Photoshop arrived and immediately produced glows, the lens flare, the beveled chrome text, the inexplicable swoosh. Mid-nineties movie posters that looked like a glowing fever dream.

It also gave Andreas Gursky the ability to make photographs of things that did not exist. His Rhein II, a stretch of river with everything removed that made it look like an actual riverbank, flattened to pure horizontal color, is simultaneously a photograph and not one.

Then there is VHS.
The video store back wall was a monument to the economics of democratized distribution. Thousands of shot-on-video productions, direct-to-video sequels to films that barely existed in the first place, the entire infrastructure of cinematic mediocrity made commercially viable by cheap tape and low barriers to shelf space. But the same back wall, in a store in Manhattan Beach called Video Archives, was a graduate school for a guy named Quentin Tarantino who was watching everything, including all of it, including the Italian giallo and the Hong Kong action films and the B-movies that had nowhere else to live. His entire aesthetic is a video store built into a human brain. Pulp Fiction, which is partly about pulp, required the pulp to exist. It required someone to take the flood seriously enough to swim in it.

And the pulp was always worth swimming in. Before VHS there were the pulp magazines themselves, the original sin of democratized media: wood pulp paper, cheap ink, disposable fiction bought by the word from writers who needed the money and editors who needed the pages filled. Weird Tales, Black Mask, Amazing Stories, spinning racks of ten-cent entertainment that the literary establishment regarded the way fine dining regards a gas station hot dog. Raymond Chandler developed one of the most imitated prose styles in American literary history inside those pages.

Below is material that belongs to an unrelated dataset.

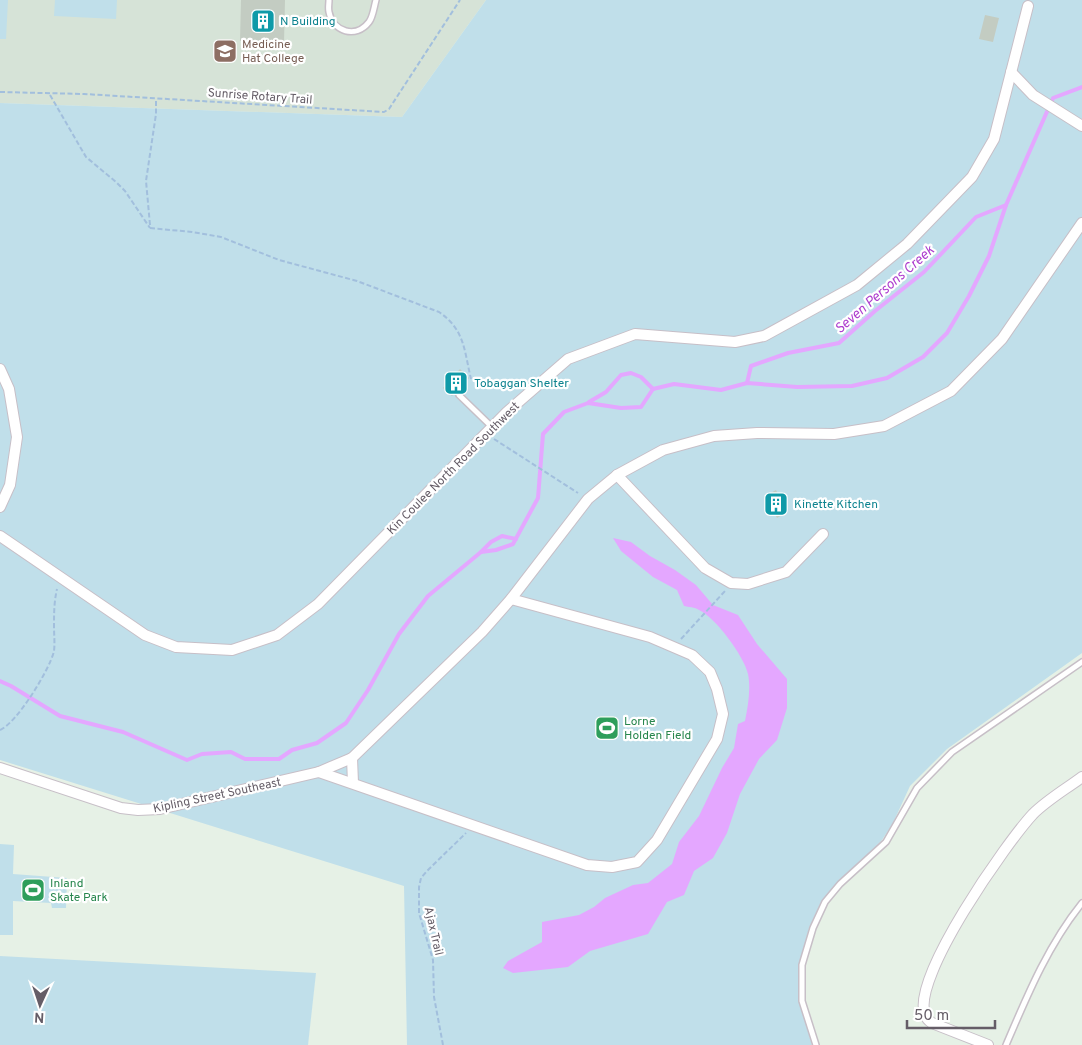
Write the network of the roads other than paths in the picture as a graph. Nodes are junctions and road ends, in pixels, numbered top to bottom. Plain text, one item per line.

Dashiell Hammett essentially invented the hard-boiled detective novel as a pulp serial. Philip K. Dick published nearly everything that would later make him a philosophical touchstone in magazines that cost a dime and were read on the bus. H.P. Lovecraft built an entire mythology, one that is still generating derivative works eighty years later, in a market that paid him almost nothing and folded before he died. The economic model that produced mountains of forgettable genre fiction was not separate from the model that produced the work. They were the same model. The flood and the art shared the same water.

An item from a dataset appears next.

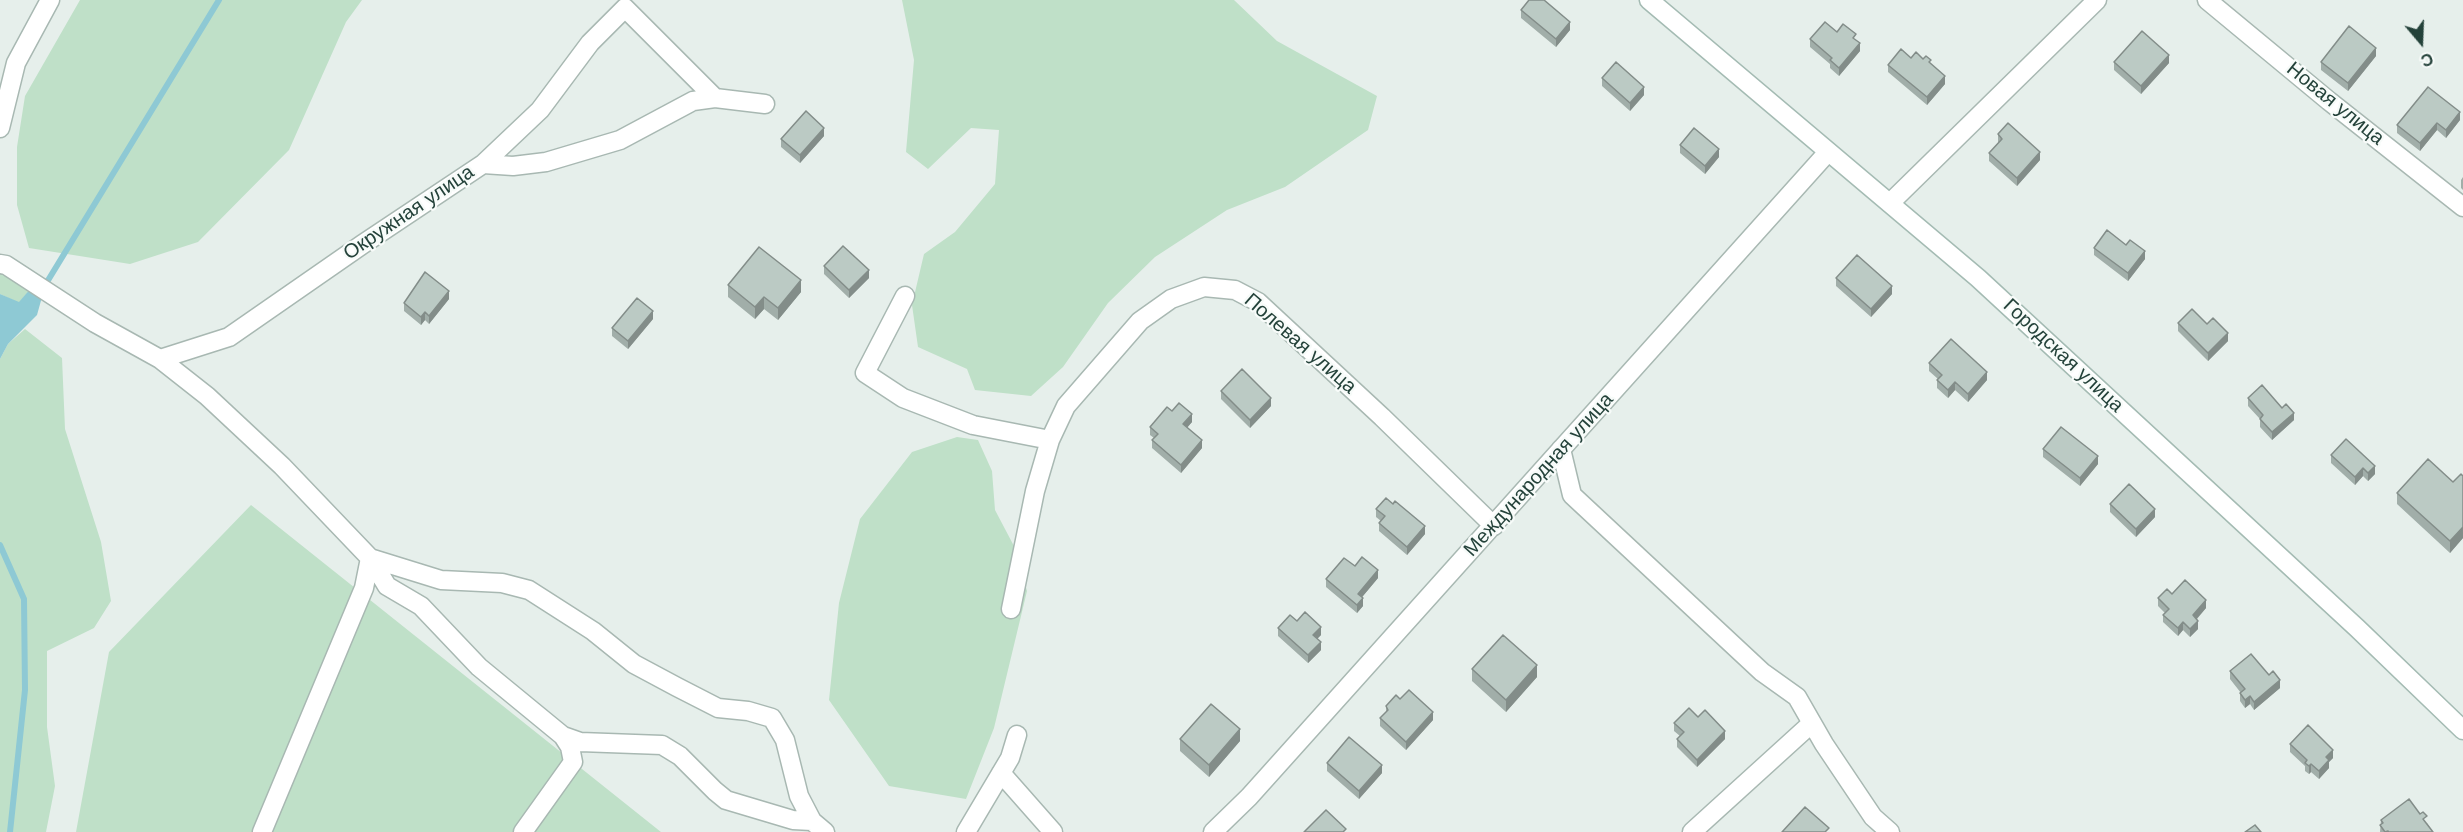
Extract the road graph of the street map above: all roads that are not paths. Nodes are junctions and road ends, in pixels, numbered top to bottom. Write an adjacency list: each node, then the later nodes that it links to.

None of this is a guarantee about AI. The printing press also produced a lot of pamphlets that stayed pamphlets. Those Roland 303s sat in pawn shops for years before Chicago found 'em. Chandler wrote his first pulp story at forty-four, after losing his job in the oil business, because he needed the money and the pulps were buying. The art rarely announces itself as art when it arrives.
The question that history keeps asking, and that artists keep answering in ways nobody predicted, is NOT whether the tool will be used badly. It will. It already is. The question is what it makes possible that was impossible before, and who is in the pawn shop right now looking at the broken thing and hearing something the rest of us haven't heard yet.